AT40 = 62.2% of stocks are trading above their respective 40-day moving averages (DMAs)
AT200 = 59.0% of stocks are trading above their respective 200DMAs
VIX = 12.2
Short-term Trading Call: neutral
Money managers may desperately want to wait until after Labor Day to put idle cash to work, but the stock market may force more and more hands to rush in earlier and faster. FOMO – Fear Of Missing Out – may be warming up.
With the Fed out of the way, the S&P 500 ran freely above its upper-Bollinger Band (BB) to another all-time high. The index has not gapped up like this all year. The stretch makes the index look primed to attempt a run-up similar to January’s…and the more other money managers come to that conclusion, the more likely FOMO will create a self-fulfilling prophecy.

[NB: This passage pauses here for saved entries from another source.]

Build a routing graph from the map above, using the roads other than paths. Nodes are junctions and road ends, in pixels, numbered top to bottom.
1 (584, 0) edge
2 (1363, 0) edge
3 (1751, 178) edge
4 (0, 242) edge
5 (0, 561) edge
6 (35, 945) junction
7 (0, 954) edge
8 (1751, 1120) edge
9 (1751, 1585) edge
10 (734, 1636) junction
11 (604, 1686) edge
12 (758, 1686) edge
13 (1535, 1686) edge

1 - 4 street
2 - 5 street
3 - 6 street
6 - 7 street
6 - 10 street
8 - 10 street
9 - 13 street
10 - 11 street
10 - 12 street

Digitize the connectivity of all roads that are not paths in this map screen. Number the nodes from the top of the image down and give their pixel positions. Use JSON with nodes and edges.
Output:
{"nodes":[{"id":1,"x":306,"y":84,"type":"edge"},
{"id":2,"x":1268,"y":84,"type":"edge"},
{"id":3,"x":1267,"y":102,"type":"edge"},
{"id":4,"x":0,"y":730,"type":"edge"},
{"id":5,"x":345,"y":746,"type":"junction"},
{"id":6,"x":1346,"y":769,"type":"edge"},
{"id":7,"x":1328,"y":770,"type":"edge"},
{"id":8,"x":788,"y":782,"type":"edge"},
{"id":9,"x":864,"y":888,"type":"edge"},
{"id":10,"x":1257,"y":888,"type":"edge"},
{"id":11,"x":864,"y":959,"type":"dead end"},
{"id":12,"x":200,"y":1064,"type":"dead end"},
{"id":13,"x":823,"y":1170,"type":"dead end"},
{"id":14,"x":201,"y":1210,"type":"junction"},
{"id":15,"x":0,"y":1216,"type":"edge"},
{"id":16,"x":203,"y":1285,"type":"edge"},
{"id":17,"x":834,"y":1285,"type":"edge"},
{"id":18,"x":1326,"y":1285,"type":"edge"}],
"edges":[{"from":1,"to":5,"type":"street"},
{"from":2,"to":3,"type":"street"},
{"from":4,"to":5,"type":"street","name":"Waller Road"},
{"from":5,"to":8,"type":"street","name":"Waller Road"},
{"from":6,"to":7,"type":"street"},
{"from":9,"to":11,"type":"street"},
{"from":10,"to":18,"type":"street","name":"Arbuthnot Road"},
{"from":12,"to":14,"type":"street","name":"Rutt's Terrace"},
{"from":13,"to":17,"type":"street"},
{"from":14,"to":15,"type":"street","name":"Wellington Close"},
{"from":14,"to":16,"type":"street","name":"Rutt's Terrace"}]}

Already similar to January’s run-up is the behavior of AT40 (T2108), the percentage of stocks trading above their 40-day moving averages (DMAs). AT40 is still failing to confirm the index’s new-found strength. AT40 traded as high as 65.4% but faded all the way back to a close at 62.2%. The move created a gain for the day under two percentage points. During January’s run-up, AT40 essentially churned in place. My favorite technical indicator only managed to close in over-bought territory (above 70%) twice and just marginally at that. When AT40 fell from the overbought threshold, it created a sell warning which I am being more disciplined to respect early (I was embarrassingly late in recognizing the strengthening and dangerous sell-off from January’s top). I will be on alert as the S&P 500 presumably melts itself higher in the coming days and maybe even weeks.
For good measure, I doubled down on my S&P 500 put options which are now incredibly cheap as portfolio protection. The volatility index remained steady on the day, so there was no opportunity to double down on my ProShares Ultra VIX Short-Term Futures (UVXY) call options at a cheaper price.
Advanced Micro Devices (AMD)
AMD is a great stock for today’s them of melt-ups and parabolic moves.
AMD is up 146% year-to-date. The stock’s latest breakout has transformed into a classic parabolic pattern. Trading volume soared to 324.8M shares, an all-time record for AMD. The 268M shares traded on May 2, 2017 post-earnings now takes second place. AMD fell 24.2% that day. Ironically, the stock closed at $10.32 which is almost exactly the same as the $10.28 share price it ended 2017 with.
AMD gained 5.3% but faded sharply from its all-time intraday high of $27.30. After closing three straight days well above its upper-BB, AMD is due for a rest. If the stock closes today’s gap, it will likely confirm the classic topping pattern of the evening star. The record trading volume will then provide the marker of a blow-off top. With 20% of the float sold short, I strongly suspect a many AMD bears rushed to get out today.
TLRY is another great stock for today’s theme given cannibis-related stocks have become quite the rage.
TLRY gapped up today and closed with a 21.8% gain on record volume. It fell sharply from its intraday all-time high of $58.68. An earnings report tomorrow evening will add further drama to this show with the CEO making a post-earnings appearance on CNBC for good measure.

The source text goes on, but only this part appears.